Based on forensic investigation, unauthorized persons got access to particular systems from July 22, 2021 to August 3, 2021, and extracted files from its system that included patient information. The investigation furthermore discovered that unauthorized persons accessed email accounts at different times in the past 8 months, from December 22, 2020 to July 15, 2021.
RAA pointed out in a substitute breach notice posted on its site that the late issuance of notifications was because of the time it took to look into the incident. RAA stated that the analysis and cataloging of the impacted files were only completed in July 2022, after that the verification of contact data was only completed in September 2022. It began sending notification letters to the affected persons 22 months following the initial breach of the email account, and 14 months following the theft of files that contain PHI from its systems.

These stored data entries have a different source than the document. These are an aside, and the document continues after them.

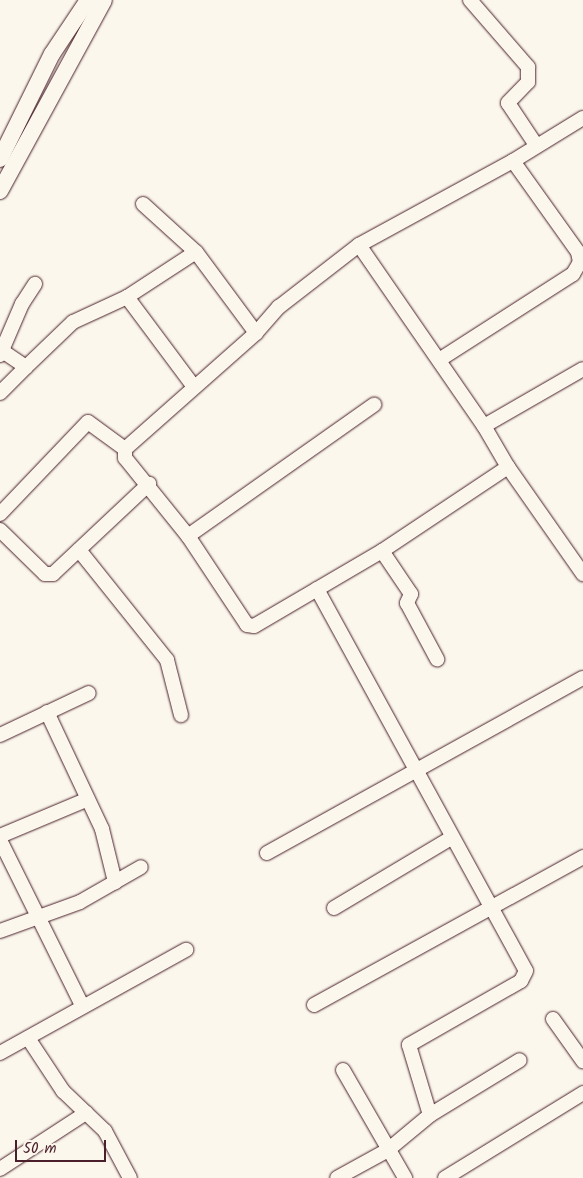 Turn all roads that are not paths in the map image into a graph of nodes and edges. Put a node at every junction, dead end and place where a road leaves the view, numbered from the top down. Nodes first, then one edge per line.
1 (88, 0) edge
2 (104, 0) edge
3 (470, 0) edge
4 (583, 118) edge
5 (536, 145) junction
6 (2, 149) edge
7 (513, 161) junction
8 (0, 191) edge
9 (143, 204) dead end
10 (359, 246) junction
11 (196, 252) junction
12 (35, 284) dead end
13 (127, 296) junction
14 (256, 333) junction
15 (1, 353) edge
16 (439, 360) junction
17 (26, 366) junction
18 (583, 369) edge
19 (194, 386) junction
20 (0, 393) edge
21 (374, 406) dead end
22 (484, 426) junction
23 (125, 449) junction
24 (508, 466) junction
25 (150, 484) junction
26 (0, 514) edge
27 (0, 530) edge
28 (188, 536) junction
29 (79, 550) junction
30 (382, 551) junction
31 (583, 574) edge
32 (317, 589) junction
33 (437, 659) dead end
34 (583, 678) edge
35 (89, 693) dead end
36 (47, 712) junction
37 (181, 715) dead end
38 (0, 735) edge
39 (414, 772) junction
40 (88, 799) junction
41 (0, 838) edge
42 (451, 838) junction
43 (267, 852) dead end
44 (583, 857) edge
45 (141, 867) dead end
46 (116, 882) junction
47 (334, 908) dead end
48 (491, 909) junction
49 (38, 919) junction
50 (0, 931) edge
51 (186, 950) dead end
52 (314, 1005) dead end
53 (82, 1008) junction
54 (553, 1019) dead end
55 (28, 1038) junction
56 (0, 1053) edge
57 (520, 1060) dead end
58 (583, 1061) edge
59 (343, 1070) dead end
60 (583, 1093) edge
61 (86, 1113) junction
62 (430, 1115) junction
63 (388, 1150) junction
64 (0, 1169) edge
65 (130, 1178) edge
66 (336, 1178) edge
67 (405, 1178) edge
68 (445, 1178) edge

1 - 6 street
2 - 8 street
3 - 5 street
4 - 5 street
5 - 7 street
7 - 10 street
7 - 16 street
9 - 11 street
10 - 14 street
10 - 16 street
11 - 13 street
11 - 14 street
12 - 15 street
13 - 17 street
13 - 19 street
14 - 19 street
15 - 17 street
16 - 22 street
17 - 20 street
18 - 22 street
19 - 23 street
21 - 28 street
22 - 24 street
23 - 25 street
23 - 26 street
24 - 30 street
24 - 31 street
25 - 28 street
25 - 29 street
27 - 29 street
28 - 32 street
29 - 37 street
30 - 32 street
30 - 33 street
32 - 39 street
34 - 39 street
35 - 36 street
36 - 38 street
36 - 40 street
39 - 42 street
39 - 43 street
40 - 41 street
40 - 46 street
41 - 49 street
42 - 47 street
42 - 48 street
44 - 48 street
45 - 46 street
46 - 49 street
48 - 52 street
48 - 62 street
49 - 50 street
49 - 53 street
51 - 53 street
53 - 55 street
54 - 58 street
55 - 56 street
55 - 61 street
57 - 62 street
59 - 63 street
60 - 68 street
61 - 64 street
61 - 65 street
62 - 63 street
63 - 66 street
63 - 67 street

The types of information possibly acquired by the attackers differed from person to person, and might have involved these data elements: name, contact details, demographic data, diagnosis, treatment data, details about mental/physical condition, patient number, medical record number, medical insurance details, billing/claim data, Medicaid/Medicare details, biometric information, electronic signature, email/pin/username and password, mother’s maiden name, marriage certificate, vehicle details (license plate number, VIN), credit/debit card data and/or financial account data, Social Security number, driver’s license, and/or state/federal ID number.
RAA stated steps were taken to enhance security and better secure patient information and impacted persons were provided free identity theft protection and credit monitoring services. RAA has not disclosed to the public how many individuals were impacted.